[Stored data]
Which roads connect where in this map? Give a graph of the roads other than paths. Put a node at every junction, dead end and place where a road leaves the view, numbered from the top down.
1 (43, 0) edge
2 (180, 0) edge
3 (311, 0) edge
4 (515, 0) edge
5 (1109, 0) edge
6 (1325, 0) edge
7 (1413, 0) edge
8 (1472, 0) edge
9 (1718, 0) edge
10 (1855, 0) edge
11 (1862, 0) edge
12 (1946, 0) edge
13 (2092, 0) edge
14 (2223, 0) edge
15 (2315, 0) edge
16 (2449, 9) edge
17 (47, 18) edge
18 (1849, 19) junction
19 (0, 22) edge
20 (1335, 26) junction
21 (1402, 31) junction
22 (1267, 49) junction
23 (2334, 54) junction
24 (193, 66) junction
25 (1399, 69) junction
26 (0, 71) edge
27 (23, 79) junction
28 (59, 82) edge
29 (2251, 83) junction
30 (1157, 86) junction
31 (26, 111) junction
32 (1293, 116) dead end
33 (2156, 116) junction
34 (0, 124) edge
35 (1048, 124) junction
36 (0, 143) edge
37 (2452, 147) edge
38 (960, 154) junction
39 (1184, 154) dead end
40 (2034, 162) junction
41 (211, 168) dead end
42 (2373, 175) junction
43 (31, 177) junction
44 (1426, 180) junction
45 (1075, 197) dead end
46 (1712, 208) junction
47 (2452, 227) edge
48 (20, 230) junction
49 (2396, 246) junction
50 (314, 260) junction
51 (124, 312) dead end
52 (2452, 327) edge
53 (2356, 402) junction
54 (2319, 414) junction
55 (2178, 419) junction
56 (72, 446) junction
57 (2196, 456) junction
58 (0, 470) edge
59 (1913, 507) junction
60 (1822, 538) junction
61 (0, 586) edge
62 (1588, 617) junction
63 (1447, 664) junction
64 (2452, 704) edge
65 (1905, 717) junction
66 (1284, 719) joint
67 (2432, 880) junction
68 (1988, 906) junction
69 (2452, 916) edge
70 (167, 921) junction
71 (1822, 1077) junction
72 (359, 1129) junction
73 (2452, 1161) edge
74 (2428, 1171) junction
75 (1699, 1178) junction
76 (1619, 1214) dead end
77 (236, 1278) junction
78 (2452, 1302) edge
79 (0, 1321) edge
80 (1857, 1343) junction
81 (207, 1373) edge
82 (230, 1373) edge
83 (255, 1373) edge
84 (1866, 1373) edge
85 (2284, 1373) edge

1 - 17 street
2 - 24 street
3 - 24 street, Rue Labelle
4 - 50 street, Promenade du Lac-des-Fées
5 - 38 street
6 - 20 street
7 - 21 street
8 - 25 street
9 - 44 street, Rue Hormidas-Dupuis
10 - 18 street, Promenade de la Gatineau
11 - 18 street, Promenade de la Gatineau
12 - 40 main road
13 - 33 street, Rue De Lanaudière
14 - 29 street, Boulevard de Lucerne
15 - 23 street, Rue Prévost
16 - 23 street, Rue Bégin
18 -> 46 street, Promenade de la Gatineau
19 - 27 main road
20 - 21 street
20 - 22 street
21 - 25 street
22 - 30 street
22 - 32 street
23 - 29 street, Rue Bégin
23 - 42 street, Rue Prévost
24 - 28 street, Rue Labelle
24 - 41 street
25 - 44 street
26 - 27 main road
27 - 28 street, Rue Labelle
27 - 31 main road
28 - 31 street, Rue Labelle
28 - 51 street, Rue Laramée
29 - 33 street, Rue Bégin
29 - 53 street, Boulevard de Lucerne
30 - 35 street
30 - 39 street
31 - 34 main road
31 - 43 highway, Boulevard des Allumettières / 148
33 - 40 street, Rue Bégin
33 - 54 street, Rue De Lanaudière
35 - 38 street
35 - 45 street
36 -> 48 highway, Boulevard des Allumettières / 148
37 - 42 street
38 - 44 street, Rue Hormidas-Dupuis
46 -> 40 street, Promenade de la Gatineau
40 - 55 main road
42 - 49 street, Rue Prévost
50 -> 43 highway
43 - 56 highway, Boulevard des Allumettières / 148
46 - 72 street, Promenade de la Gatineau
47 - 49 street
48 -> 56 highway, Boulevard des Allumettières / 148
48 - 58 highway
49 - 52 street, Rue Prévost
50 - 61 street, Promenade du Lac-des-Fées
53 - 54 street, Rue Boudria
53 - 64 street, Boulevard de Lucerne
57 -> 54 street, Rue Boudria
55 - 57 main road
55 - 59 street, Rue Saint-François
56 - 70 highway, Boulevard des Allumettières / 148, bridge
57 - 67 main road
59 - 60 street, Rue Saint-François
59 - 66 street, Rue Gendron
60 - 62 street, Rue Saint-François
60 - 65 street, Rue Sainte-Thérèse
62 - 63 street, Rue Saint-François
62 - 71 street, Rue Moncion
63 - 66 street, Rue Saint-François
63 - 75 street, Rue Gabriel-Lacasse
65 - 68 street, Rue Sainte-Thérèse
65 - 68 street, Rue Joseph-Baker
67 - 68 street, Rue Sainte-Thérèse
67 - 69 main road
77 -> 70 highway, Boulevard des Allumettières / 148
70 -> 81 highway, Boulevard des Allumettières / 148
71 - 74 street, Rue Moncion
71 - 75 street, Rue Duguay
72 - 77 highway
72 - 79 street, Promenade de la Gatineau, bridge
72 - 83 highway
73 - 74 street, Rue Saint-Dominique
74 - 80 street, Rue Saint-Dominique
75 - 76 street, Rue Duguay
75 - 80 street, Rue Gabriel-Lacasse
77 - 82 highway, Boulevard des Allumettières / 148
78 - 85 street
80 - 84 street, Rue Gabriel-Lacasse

Task: Lines that contain the word "Lanaudière": how many are there in the data? Give the number and nothing else.

Final answer: 2